For the first time, a regulated, transparent and compliant route opens for trade, says Bilal Bin Saqib
Chairman of the Pakistan Virtual Assets Regulatory Authority Bilal Bin Saqib addresses a press conference in Islamabad on Sunday, December 14, 2025.
Pakistan Virtual Assets Regulatory Authority (PVRA) Chairman Bilal Bin Saqib clarified on Sunday that the issuance of no-objection certificates (NOCs) to global crypto exchanges Binance and HTX should not be seen as a blanket approval, but rather as the first step in a closely supervised and risk-mitigated market entry framework.
Speaking at a press briefing, Saqib said the development marked a historic moment for the country. “The nation should be congratulated because for the first time in history, a regulated, transparent and internationally compliant pathway has been opened for global trade,” he said.
He noted that the move reflects a change in mindset and institutional reform, adding that the issuance of NOCs to Binance and HTX in Islamabad represents a practical step towards this new regulatory approach. In this framework, he said, effective monitoring of the fight against money laundering and terrorist financing would be possible.
Read: Binance partnership brings regulated digital assets, tokenizing up to $2 billion in government bonds
Clarifying the scope of the decision, Saqib stressed that the NOCs were neither a shortcut nor an unconditional endorsement. “This is the first step in a mitigated, phased and closely supervised market entry framework,” he said, adding that the approach, implemented for the first time in Pakistan, is in line with internationally recognized regulatory practices.

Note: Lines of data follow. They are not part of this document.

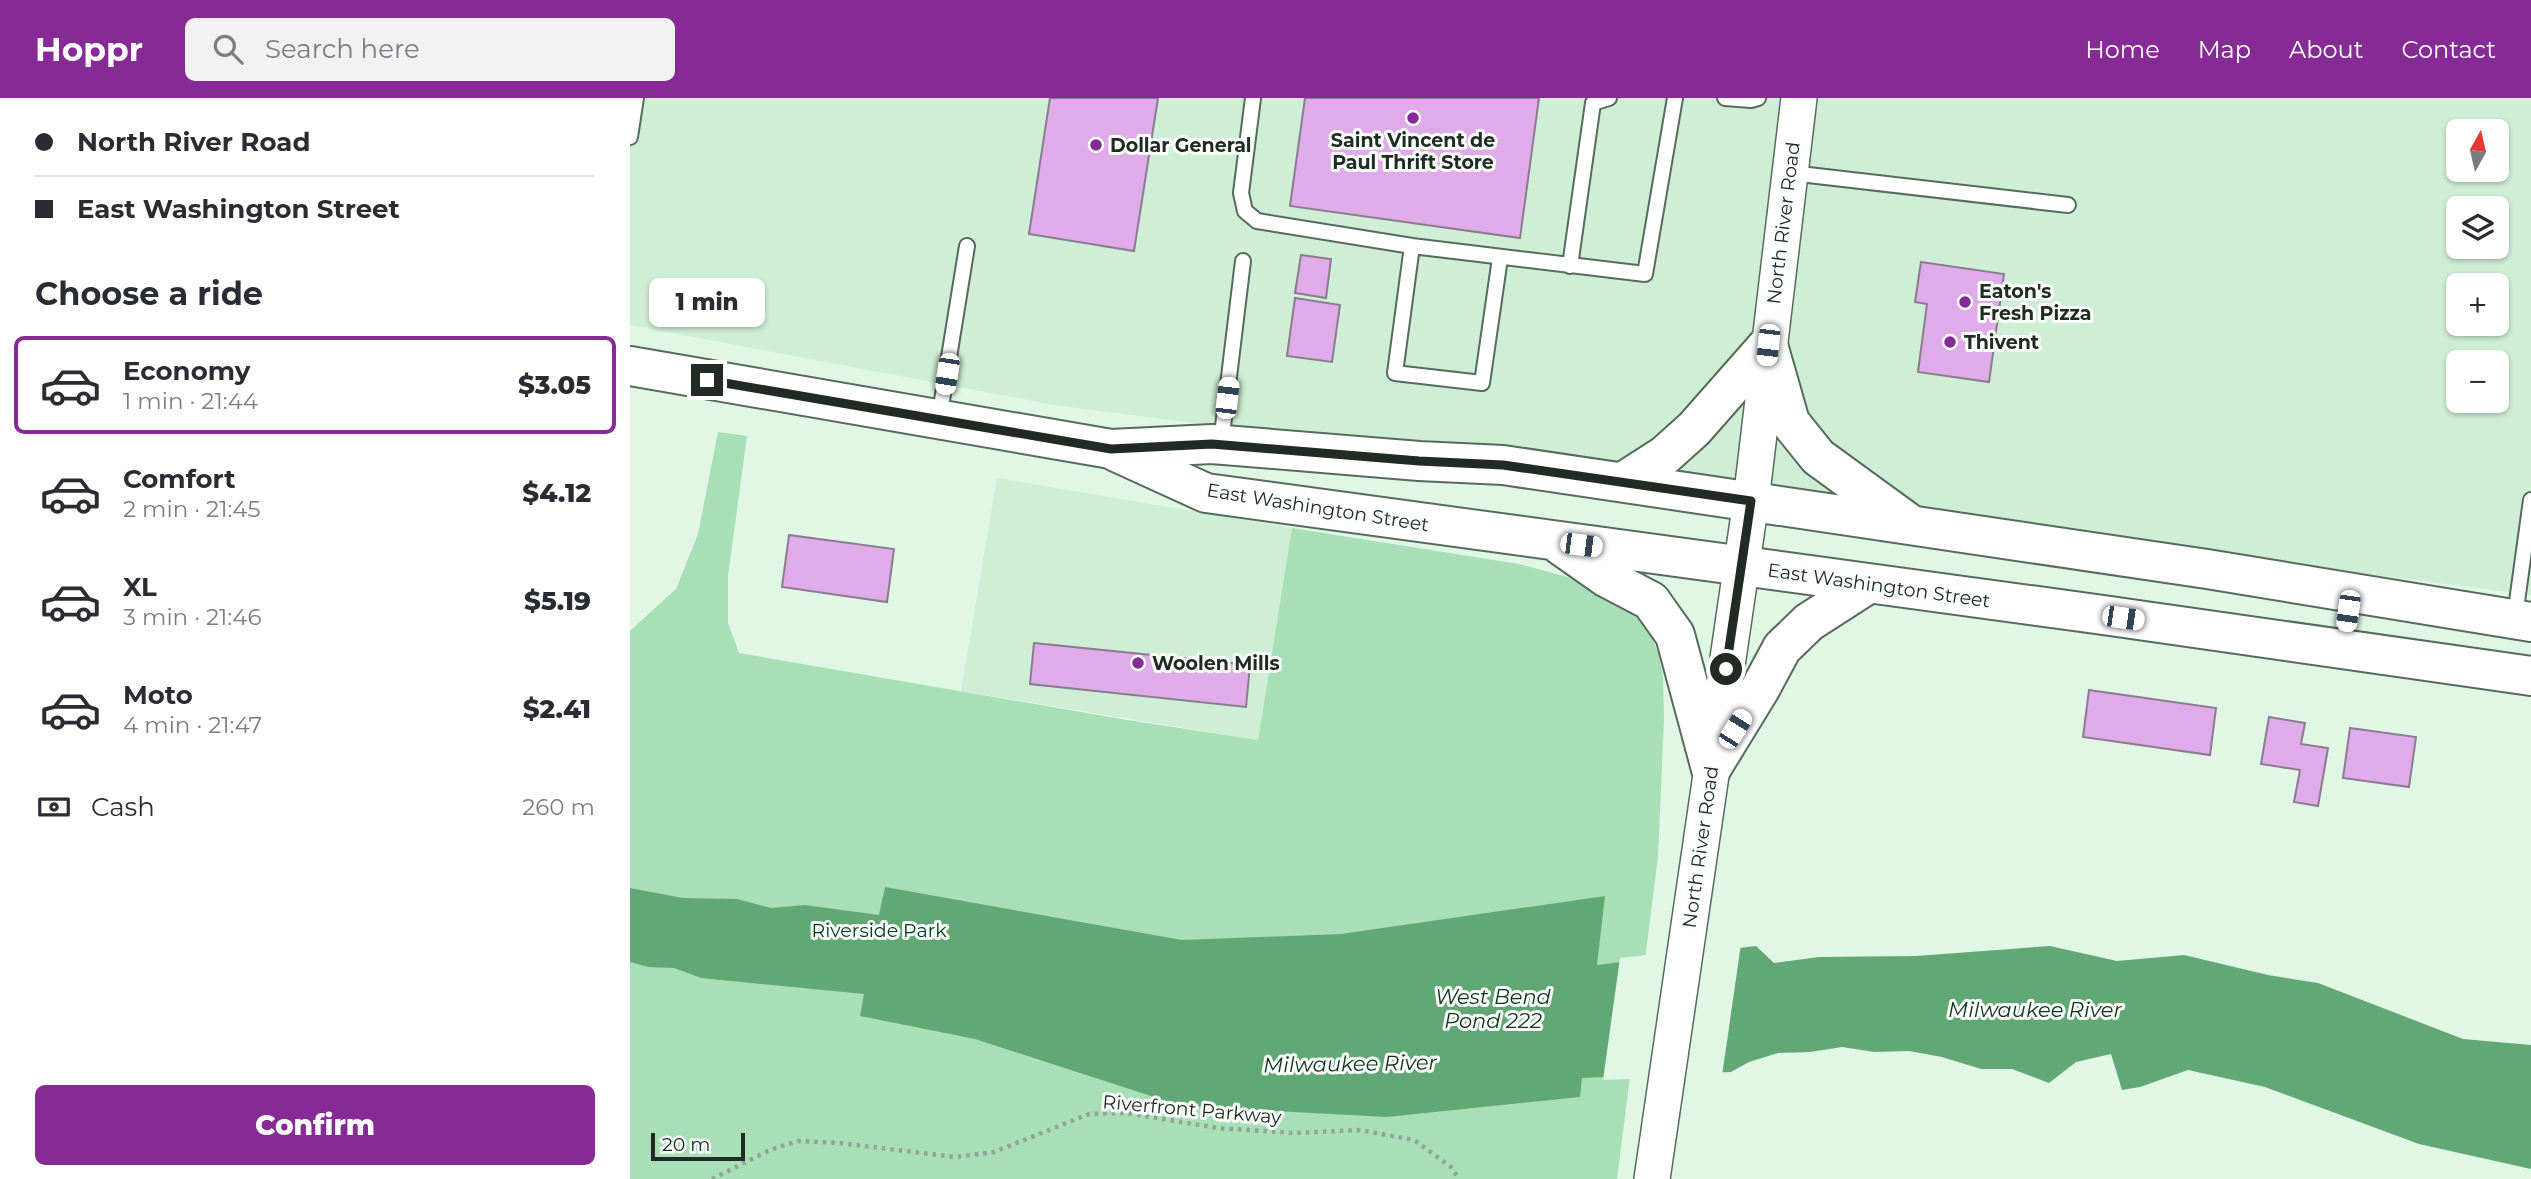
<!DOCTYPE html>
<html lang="en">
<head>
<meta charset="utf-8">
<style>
	body { margin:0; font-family:Montserrat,sans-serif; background:#f2f2f3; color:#2b2b33; height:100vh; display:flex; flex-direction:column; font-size:26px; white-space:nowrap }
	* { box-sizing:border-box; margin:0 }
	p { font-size:23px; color:#7c7c81 }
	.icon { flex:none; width:38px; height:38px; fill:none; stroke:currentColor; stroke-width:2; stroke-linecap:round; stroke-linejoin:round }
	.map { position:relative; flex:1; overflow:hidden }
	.side { display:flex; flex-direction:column; background:#fff; width:630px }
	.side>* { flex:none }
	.top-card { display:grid; align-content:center; height:154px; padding:0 35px; background:#fff }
	.needle { width:46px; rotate:8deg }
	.controls { position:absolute; left:1816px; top:21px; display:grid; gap:14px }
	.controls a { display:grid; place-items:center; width:63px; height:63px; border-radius:10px; background:#fff; box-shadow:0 2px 5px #0004; font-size:35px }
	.scale { position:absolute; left:21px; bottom:18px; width:94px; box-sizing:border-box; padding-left:7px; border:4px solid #212a23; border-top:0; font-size:19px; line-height:24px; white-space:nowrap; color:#212a23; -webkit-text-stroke:5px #fafffb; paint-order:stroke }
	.end { position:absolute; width:32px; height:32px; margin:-16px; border:9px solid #212a23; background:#fff; box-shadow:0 0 0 4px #fff }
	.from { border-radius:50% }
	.bubble { position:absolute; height:49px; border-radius:10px; background:#fff; box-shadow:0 2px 5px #0004; font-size:23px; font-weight:800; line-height:49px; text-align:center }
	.car { position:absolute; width:21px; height:42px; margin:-21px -10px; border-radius:9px; box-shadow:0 0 5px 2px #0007; background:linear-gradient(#fff 24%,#345 0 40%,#fff 0 76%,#345 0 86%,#fff 0) }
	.top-card b { display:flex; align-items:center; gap:24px; height:66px; font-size:26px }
	.top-card b+b { border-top:2px solid #e1e1e2 }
	.top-card i { width:18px; height:18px; background:#2b2b33 }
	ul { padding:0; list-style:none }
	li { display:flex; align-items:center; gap:21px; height:98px; margin:0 14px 10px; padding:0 21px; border:4px solid transparent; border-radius:10px }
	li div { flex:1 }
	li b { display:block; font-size:26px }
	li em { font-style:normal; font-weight:800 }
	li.on { border-color:#862a96 }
	li>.icon { width:63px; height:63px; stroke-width:1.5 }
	h2 { padding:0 35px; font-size:32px; line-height:84px }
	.pay { display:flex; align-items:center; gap:18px; height:77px; padding:0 35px; font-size:26px }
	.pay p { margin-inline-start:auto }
	.cta { display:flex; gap:14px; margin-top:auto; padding:14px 35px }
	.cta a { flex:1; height:80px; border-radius:10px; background:#862a96; color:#fff; font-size:28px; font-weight:800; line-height:80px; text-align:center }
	header { display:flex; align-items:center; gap:42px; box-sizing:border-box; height:98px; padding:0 35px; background:#862a96; color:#fff }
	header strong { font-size:33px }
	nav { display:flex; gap:38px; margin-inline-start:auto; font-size:24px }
	.search { width:490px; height:63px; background:#f2f2f3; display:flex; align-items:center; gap:18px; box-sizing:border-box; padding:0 24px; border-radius:10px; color:#7c7c81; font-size:26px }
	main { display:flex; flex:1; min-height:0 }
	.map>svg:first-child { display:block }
	.built { fill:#cfeed6; fill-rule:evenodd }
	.green { fill:#a8dfb6 }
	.water { fill:#62a877 }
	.pier { fill:#e0f7e5 }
	.building { fill:#dfabe9; stroke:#8b7b8e; stroke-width:2 }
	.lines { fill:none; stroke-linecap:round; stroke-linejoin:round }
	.service-casing { stroke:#576b5c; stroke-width:18 }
	.tertiary-casing { stroke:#576b5c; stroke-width:38 }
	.primary-casing { stroke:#576b5c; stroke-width:42 }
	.path { stroke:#92a496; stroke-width:4.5; stroke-dasharray:3.5 5; stroke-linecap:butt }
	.service { stroke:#fff; stroke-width:14 }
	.tertiary { stroke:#fff; stroke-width:35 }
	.primary { stroke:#fff; stroke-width:38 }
	.route { stroke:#212a23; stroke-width:9 }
	.poi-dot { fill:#862a96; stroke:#fafffb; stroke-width:2.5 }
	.labels { text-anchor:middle; stroke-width:6; stroke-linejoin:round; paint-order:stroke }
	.poi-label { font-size:19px; font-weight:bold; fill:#212a23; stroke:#fafffb; text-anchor:start }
	.street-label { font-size:19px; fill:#212a23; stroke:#fafffb }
	.park-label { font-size:19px; fill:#003a1a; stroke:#fafffb }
	.water-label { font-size:21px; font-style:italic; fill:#13321d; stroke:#fafffb }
</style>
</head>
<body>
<header>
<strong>Hoppr</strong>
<div class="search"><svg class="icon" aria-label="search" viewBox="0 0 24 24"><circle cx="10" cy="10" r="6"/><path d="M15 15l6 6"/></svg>Search here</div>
<nav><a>Home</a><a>Map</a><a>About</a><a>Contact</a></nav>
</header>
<main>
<section class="side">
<div class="top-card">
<b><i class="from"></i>North River Road</b>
<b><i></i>East Washington Street</b>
</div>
<h2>Choose a ride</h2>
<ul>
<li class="on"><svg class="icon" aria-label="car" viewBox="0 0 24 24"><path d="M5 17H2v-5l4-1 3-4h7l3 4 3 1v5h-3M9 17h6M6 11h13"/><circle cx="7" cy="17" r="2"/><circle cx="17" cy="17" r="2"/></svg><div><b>Economy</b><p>1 min · 21:44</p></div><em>$3.05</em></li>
<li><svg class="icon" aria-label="car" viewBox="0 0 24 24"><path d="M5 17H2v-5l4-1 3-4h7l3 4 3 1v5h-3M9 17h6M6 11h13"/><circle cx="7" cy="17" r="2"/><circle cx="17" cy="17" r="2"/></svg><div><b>Comfort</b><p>2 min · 21:45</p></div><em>$4.12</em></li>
<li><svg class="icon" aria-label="car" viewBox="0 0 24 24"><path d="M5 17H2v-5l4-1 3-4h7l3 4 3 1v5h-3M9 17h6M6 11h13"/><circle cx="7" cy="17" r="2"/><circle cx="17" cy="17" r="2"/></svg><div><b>XL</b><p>3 min · 21:46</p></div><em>$5.19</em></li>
<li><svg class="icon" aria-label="car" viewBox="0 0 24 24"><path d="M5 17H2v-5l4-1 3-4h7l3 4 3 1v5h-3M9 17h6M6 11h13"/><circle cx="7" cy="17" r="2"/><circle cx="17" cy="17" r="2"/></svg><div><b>Moto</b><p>4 min · 21:47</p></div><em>$2.41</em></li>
</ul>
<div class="pay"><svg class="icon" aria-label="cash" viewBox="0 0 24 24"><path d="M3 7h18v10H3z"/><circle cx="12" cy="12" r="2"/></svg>Cash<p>260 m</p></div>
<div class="cta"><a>Confirm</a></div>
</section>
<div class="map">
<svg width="1901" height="1081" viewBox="0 0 1901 1081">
	<rect width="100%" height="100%" fill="#e0f7e5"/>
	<path class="built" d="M0 0H1901V497L424 307 0 227ZM1829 33H1867V72H1829ZM1829 110H1867V149H1829ZM1829 187H1867V226H1829ZM1829 264H1867V303H1829Z
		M367 380 662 430 628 642 331 593Z"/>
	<path class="green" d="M88 334 117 338 98 478V525L109 555 497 622 628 642 662 430 889 466 945 481 998 509 1017 528 1029 557 1033 580 1034 621 1028 759 987 1081H0V533L46 491 68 436Z"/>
	<path class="water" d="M255 789 552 842 711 836 975 798 967 867 1126 848 1144 865 1189 859 1286 858 1420 848 1487 863 1554 857 1638 877 1688 885 1833 941 1901 947V1071L1789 1046 1635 989 1558 972 1510 989 1492 992 1481 956 1446 964 1419 985 1382 971H1351L1312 959 1279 953 1244 954 1212 949 1180 954 1148 955 1119 964 1101 974 952 980 950 999 757 1019 552 1008 345 941 230 918 234 896 71 880 44 870 18 869 0 864V790L53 800 107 801 141 810 175 807 249 817Z"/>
	<path class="pier" d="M1111 846 1092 978 973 982 990 860Z"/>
	<path class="building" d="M420 0H528L504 153 399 136Z
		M675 0H909L890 140 660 108Z
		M671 157 701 161 696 200 665 195Z
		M1291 164 1374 176 1359 284 1288 274 1297 206 1285 204Z
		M665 200 710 207 702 264 657 258Z
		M159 437 264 451 257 504 152 489Z
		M404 545 620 567 616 609 400 586Z
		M1459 592 1586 610 1580 657 1453 639Z
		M1639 619 1675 625 1671 646 1698 650 1688 708 1664 704 1670 672 1631 666Z
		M1720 630 1786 639 1779 689 1713 680Z"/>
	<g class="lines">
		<defs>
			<path id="service" d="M623 0 611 95 615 113 627 123 782 148 1015 176 1045 0
				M1095 0 1121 2 1128 0
				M0 39 6 0
				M1161 75 1438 107
				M782 148 765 275 852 285 870 160
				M940 168 963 5 979 0
				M309 321 337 148
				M591 345 613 163
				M1885 518 1901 402
				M1713 550 1721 497"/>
			<path id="tertiary" d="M1022 1081 1121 403 1169 0"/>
			<path id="primary" d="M1138 247 1160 324 1188 359 1276 423
				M0 268 481 351 582 346 789 363 873 367 1577 471 1901 524
				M486 354 576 395 1466 516 1901 578
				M993 384 1035 357 1064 331 1138 247
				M930 447 977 480 1021 503 1028 513 1045 537 1081 671
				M1081 671 1130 591 1152 550 1179 524 1238 486"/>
		</defs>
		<use href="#service" class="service-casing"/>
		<use href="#tertiary" class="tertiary-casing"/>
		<use href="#primary" class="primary-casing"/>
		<path class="path" d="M82 1081 140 1052 168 1043 210 1045 325 1059 364 1054 459 1016 496 1015 588 1030 664 1035 730 1032 784 1042 821 1069 829 1081"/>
		<use href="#service" class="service"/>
		<use href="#tertiary" class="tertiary"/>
		<use href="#primary" class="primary"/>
	</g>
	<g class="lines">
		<path class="route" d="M77 282 481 351 582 346 789 363 873 367 1121 403 1096 571"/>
	</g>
	<g class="poi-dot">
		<circle cx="783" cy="20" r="7"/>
		<circle cx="466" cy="47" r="7"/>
		<circle cx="1335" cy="204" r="7"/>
		<circle cx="1320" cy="244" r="7"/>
		<circle cx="508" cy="565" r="7"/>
	</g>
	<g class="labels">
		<g class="poi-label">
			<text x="783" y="49" text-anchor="middle">Saint Vincent de<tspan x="783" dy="22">Paul Thrift Store</tspan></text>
			<text x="480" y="54">Dollar General</text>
			<text x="1349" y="200">Eaton's<tspan x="1349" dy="22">Fresh Pizza</tspan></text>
			<text x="1334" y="251">Thivent</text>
			<text x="522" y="572">Woolen Mills</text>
		</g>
		<g class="street-label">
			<text transform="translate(1153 125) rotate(-83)" y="7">North River Road</text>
			<text transform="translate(688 409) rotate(9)" y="7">East Washington Street</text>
			<text transform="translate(1249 487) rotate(8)" y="7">East Washington Street</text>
			<text transform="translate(1070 749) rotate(-82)" y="7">North River Road</text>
			<text transform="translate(562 1011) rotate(5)" y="7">Riverfront Parkway</text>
		</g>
		<g class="park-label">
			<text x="249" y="839">Riverside Park</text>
		</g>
		<g class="water-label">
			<text x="863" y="906">West Bend<tspan x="863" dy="24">Pond 222</tspan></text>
			<text x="1405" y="919">Milwaukee River</text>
			<text transform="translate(720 966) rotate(-1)" y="7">Milwaukee River</text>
		</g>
	</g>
</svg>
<div class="controls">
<a><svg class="needle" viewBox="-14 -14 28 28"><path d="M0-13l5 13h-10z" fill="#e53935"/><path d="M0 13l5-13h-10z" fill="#7c7c81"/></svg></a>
<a><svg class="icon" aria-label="layers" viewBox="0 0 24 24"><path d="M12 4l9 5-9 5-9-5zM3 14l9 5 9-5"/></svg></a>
<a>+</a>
<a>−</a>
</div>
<div class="scale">20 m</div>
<i class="end from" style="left:1096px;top:571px"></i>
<i class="end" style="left:77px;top:282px"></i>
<div class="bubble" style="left:19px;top:180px;width:116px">1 min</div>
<i class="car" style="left:1138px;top:247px;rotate:186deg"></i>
<i class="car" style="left:317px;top:276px;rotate:189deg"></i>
<i class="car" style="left:597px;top:300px;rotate:7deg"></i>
<i class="car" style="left:951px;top:447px;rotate:97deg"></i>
<i class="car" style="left:1718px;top:513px;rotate:188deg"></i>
<i class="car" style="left:1493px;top:520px;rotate:98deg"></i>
<i class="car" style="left:1105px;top:631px;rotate:32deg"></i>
</div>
</main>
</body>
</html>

Addressing the youth, the PVRA president said that issuing NOCs “is not our destination. It is the foundation of a building that you have to build.” He added that Pakistan’s future should not be imported but built locally, so that the country can become a global case study in digital asset regulation, “from Morocco to Malaysia”, where emerging markets could see how Pakistan regulates digital assets.
Saqib explained that the regulatory framework focuses on three key areas. The first concerns protective measures against money laundering and terrorist financing. The second ensures transparency of ownership and control, allowing regulators to identify beneficial owners, controlling parties and ultimate responsibility. The third concerns fit and proper assessments, under which no entity is allowed to enter the market without full disclosure and verification.
He further said that the framework establishes a clear and enforceable licensing schedule, ensuring that only companies and entities that comply with Pakistan’s laws and regulatory requirements are allowed to proceed. “These entities will have a defined and measurable pathway, following which the formal authorization process will begin,” he added.
Read also: Government-backed group consolidates its hold on the PBC
Stressing that Pakistan has not adopted an unusual model, Saqib said the world’s major financial centers are following similar progressive approaches. He noted that Pakistan is already among the top three countries in the world in terms of crypto adoption.
According to him, between 30 and 40 million Pakistanis currently use digital assets. He said Pakistan needs to make quick and accurate decisions, aligned with the global financial system, as the $100 trillion global bond market moves towards digital rails.
The PVRA Chairman said that Pakistan has immense potential in digital assets, but without a legal and regulated pathway, this potential cannot be realized. He added that the framework would not only benefit trade but also a wider range of industries.
Concluding his speech, Saqib said that in the next ten years, Pakistan would strengthen its sovereignty through technology, urging the youth to prepare for the future.